The ESLs have a language barrier, like anyone would have going to another country. That's got to be a factor. I think the problem is when they get behind (especially in math) it snowballs on them, because you have to build on what you know. In the beginning they are too busy learning English.

Also, the kids need to do their homework. That doesn't cost money and helps a lot. My daughter doesn't get a tutor, and she gets straight As. When she has problems, she visits with the teacher at lunch.


Posted by @ Graham mom
a resident of Another Mountain View Neighborhood
on May 25, 2016 at 6:20 pm

Noted, and agreed. But to be honest, usually ESL = low income level. It's just how it is.

If the ESL kids did their homework, got enough sleep, took school seriously, had a vision of college, and visited their teacher at lunch with questions like your daughter does (and this is a SWEEPING generalization of course- I'm sure some do!), then the free lunches and 3-4 special classes/tutors per day they are pulled out for would help more.


Posted by James
a resident of another community
on May 25, 2016 at 6:38 pm

I think we should all get ahold of a new book titled "Why Busing Failed". It is an in depth study of what happened to the goal of helping segregated students learn more in school in a number of school districts - notably the infamous Boston school system. The author makes a strong case for the idea of transporting students being a mistake simply because across our great land nearly 80% of all elementary and secondary students are "bused" to school. In our area I think many students are helicoptered in by anxious parents. Lets see if perhaps we can focus on the general idea that all children should have a real shot at a quality education, and one that mixes in all sorts of differences so that our kids are prepared for the real world, not just the Google backyard. After all, segregation deprives all students of the experience of "other".


Posted by WrongTest
a resident of North Whisman
on May 25, 2016 at 6:49 pm

What we're seeing here is the impotence of our testing procedure. With all the focus on outcomes, we have neglected to test for the process itself. The data doesn't provide any direction because we didn't ask about how students are being taught, only whether they performed at the end.
What if the impact of ethnicity is on students' expectations for future jobs and financial success? Which could then trickle back into academic effort and performance.
How about we put the teachers back in charge of investigating teaching methods? They're the experts here, right? Everyone else is just throwing around their opinions. We don't need more speculation, we need some professional insights.


Posted by Jeff
a resident of another community
on May 25, 2016 at 7:29 pm

Kids and adults put effort into what gives them the best rewards. Drop a kid into an environment where he is way behind the competition and expect him to flourish is wishful thinking. It would make more sense to put the disadvantaged kid in an environment with older kids who are tasked with tutoring.


Posted by Margaret
a resident of Old Mountain View
on May 25, 2016 at 8:20 pm

I did not see any comments about preschool education. Have any of the under performing students had the benefit of high quality preschool education? Before elementary school is the best time to address literacy issues. What happened to Head Start or universal preschool? Also if a parent only went to school through 4th grade in their country of origin, how are they going to understand the importance of education or how education works in the Us.


Posted by @ Margaret
a resident of Monta Loma
on May 25, 2016 at 9:02 pm

MVWSD offers all-day preschool all summer to low income children. Sure, it's not a full school year but it's something, and it's free, and highly recommended. I'm not sure how utilized it is, perhaps due to the points you being up about the importance of education. But it is there and encouraged (and could be used as free daycare at the very least!).


Posted by Steven Nelson
a resident of Cuesta Park
on May 26, 2016 at 9:03 am

There have been many studies of the economics and efficiency of good pre-school learning. MVWSD has the highest rated program in the county (there is a relatively new state methodology). The studies, for example on Head Start, show that continuing economic disadvantage work has to be done (my favorite is academic summers) at least through 3rd grade. If a good PK start happens - and it is allowed to dissipate - no academic gains persist past 3rd grade.

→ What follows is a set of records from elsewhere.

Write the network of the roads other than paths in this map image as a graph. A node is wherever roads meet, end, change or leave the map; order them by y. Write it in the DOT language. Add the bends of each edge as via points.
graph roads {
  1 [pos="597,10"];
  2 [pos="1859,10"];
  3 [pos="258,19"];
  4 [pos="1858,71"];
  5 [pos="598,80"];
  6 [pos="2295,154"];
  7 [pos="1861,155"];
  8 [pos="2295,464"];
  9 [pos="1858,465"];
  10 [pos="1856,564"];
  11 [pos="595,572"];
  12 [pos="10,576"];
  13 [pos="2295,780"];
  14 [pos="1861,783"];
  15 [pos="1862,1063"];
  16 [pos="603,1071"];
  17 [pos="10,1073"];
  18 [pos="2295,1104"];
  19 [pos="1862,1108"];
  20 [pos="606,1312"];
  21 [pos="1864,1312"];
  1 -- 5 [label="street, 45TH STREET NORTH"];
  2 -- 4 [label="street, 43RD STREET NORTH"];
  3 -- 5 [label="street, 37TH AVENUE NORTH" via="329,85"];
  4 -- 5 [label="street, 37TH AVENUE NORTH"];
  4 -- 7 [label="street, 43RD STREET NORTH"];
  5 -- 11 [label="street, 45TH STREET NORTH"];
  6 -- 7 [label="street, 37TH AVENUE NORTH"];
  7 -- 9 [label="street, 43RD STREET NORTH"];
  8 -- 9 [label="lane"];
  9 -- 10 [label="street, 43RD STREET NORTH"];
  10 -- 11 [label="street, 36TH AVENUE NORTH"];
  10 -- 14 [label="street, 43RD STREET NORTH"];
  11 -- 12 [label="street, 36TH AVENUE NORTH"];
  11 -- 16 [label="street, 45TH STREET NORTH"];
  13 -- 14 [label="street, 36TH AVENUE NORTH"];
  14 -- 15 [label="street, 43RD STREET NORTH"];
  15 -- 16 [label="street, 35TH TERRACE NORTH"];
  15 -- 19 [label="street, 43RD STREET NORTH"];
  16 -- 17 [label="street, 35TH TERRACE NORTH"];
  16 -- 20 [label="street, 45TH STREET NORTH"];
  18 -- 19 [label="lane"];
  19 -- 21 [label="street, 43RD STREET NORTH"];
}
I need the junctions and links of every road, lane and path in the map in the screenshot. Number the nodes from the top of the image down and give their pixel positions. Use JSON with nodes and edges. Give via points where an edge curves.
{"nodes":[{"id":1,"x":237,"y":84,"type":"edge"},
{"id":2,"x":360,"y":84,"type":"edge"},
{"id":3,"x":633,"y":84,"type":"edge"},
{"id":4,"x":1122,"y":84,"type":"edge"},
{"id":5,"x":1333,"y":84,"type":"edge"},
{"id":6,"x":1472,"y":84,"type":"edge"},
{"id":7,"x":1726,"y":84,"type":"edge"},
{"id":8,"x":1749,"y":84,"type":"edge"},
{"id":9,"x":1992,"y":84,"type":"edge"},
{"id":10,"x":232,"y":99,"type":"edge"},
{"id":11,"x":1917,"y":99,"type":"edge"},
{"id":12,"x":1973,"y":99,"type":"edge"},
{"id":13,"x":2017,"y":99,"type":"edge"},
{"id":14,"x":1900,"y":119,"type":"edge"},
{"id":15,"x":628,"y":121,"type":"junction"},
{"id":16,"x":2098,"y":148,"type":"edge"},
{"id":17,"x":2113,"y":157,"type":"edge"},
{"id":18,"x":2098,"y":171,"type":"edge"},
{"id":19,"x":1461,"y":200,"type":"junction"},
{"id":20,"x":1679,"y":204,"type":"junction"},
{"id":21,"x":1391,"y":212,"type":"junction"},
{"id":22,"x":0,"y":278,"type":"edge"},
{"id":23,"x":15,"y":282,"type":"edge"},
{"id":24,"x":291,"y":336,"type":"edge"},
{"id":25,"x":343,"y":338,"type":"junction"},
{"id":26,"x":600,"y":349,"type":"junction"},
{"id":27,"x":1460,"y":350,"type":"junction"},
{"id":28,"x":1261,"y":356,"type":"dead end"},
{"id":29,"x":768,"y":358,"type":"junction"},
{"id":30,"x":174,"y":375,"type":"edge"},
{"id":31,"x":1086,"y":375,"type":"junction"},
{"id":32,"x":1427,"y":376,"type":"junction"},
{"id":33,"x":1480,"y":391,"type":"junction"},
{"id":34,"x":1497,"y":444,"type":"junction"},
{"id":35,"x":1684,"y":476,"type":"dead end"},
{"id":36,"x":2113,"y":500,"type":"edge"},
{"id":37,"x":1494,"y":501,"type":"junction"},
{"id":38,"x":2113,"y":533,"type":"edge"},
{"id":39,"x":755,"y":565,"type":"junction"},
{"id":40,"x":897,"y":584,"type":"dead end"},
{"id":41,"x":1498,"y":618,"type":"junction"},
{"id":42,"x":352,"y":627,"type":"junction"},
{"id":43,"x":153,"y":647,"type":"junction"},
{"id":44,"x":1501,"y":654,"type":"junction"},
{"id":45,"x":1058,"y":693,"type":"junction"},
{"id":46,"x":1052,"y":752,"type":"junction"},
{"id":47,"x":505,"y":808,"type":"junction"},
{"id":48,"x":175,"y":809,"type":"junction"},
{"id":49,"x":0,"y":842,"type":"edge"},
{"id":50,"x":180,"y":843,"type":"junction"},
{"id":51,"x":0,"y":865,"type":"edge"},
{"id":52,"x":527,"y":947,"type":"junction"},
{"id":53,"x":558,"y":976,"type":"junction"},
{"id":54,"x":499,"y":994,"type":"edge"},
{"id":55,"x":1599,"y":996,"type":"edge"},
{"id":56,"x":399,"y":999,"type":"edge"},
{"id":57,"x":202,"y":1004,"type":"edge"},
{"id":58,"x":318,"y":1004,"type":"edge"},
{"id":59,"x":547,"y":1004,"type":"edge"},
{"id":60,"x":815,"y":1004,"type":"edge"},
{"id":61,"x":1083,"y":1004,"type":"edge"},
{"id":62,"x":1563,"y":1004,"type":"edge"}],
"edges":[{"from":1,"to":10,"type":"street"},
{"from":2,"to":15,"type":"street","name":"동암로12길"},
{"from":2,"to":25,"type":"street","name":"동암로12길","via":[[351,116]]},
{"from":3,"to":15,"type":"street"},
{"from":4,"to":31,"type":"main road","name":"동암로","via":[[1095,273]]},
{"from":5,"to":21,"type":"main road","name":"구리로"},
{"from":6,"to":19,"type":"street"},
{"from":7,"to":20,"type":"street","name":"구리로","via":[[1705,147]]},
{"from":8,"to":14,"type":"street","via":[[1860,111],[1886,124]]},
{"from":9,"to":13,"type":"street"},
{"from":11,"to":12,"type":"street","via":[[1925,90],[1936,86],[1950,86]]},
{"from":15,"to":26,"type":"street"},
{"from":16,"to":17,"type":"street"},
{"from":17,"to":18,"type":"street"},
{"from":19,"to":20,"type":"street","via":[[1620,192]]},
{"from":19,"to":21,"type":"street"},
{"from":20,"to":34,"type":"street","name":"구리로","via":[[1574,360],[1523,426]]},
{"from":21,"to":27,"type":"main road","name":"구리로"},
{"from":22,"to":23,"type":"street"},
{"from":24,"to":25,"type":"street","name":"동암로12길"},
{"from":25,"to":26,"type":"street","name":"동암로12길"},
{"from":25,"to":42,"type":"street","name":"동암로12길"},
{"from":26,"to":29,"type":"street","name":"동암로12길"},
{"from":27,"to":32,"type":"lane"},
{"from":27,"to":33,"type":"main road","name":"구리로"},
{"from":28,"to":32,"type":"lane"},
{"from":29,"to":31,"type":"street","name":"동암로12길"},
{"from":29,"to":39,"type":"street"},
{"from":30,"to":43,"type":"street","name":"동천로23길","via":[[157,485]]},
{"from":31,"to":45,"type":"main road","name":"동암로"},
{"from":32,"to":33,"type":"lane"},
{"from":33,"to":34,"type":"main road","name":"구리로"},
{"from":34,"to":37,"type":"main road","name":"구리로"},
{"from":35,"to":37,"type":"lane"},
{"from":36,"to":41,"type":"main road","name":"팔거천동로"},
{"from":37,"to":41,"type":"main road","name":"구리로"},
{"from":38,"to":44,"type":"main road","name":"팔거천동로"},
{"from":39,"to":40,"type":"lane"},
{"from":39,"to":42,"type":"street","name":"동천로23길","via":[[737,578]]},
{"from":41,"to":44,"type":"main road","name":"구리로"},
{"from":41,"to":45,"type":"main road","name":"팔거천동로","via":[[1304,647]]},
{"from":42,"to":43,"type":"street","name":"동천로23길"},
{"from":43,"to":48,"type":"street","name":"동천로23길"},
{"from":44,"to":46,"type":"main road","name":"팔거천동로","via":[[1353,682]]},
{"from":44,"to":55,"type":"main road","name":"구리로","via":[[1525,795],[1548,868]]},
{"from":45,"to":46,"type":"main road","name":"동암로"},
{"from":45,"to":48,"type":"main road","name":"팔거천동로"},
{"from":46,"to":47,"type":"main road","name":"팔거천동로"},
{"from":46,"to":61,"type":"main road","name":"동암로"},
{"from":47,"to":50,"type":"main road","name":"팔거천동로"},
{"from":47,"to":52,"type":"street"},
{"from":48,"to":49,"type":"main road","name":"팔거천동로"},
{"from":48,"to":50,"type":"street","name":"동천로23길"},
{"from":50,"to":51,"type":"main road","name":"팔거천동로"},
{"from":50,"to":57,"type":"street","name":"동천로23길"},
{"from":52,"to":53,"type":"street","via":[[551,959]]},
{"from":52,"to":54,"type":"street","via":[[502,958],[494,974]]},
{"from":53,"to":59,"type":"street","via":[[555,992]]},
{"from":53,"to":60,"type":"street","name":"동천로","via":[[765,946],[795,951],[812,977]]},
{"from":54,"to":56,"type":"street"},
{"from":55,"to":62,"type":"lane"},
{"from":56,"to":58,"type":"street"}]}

Who wants to spend more public education money to target students like this?

It turns out, we the State of California. That is the legislative goal of the Local Control Funding Formula (LCFF) and its regulations in the LCAP (Local Control Accountability Plan). District are required to account (accountability) for how they spend the extra 20% of state mandated funds for Target students (disadvantaged and ELL). $$ does not solve problems by itself - but all effective programs do cost money. PK? Teachers and rooms (and social support). Summer make-up/keep-up academics? Teachers and rooms (and social support).

Your local board of education is responsible for the LCAP public policy in your district.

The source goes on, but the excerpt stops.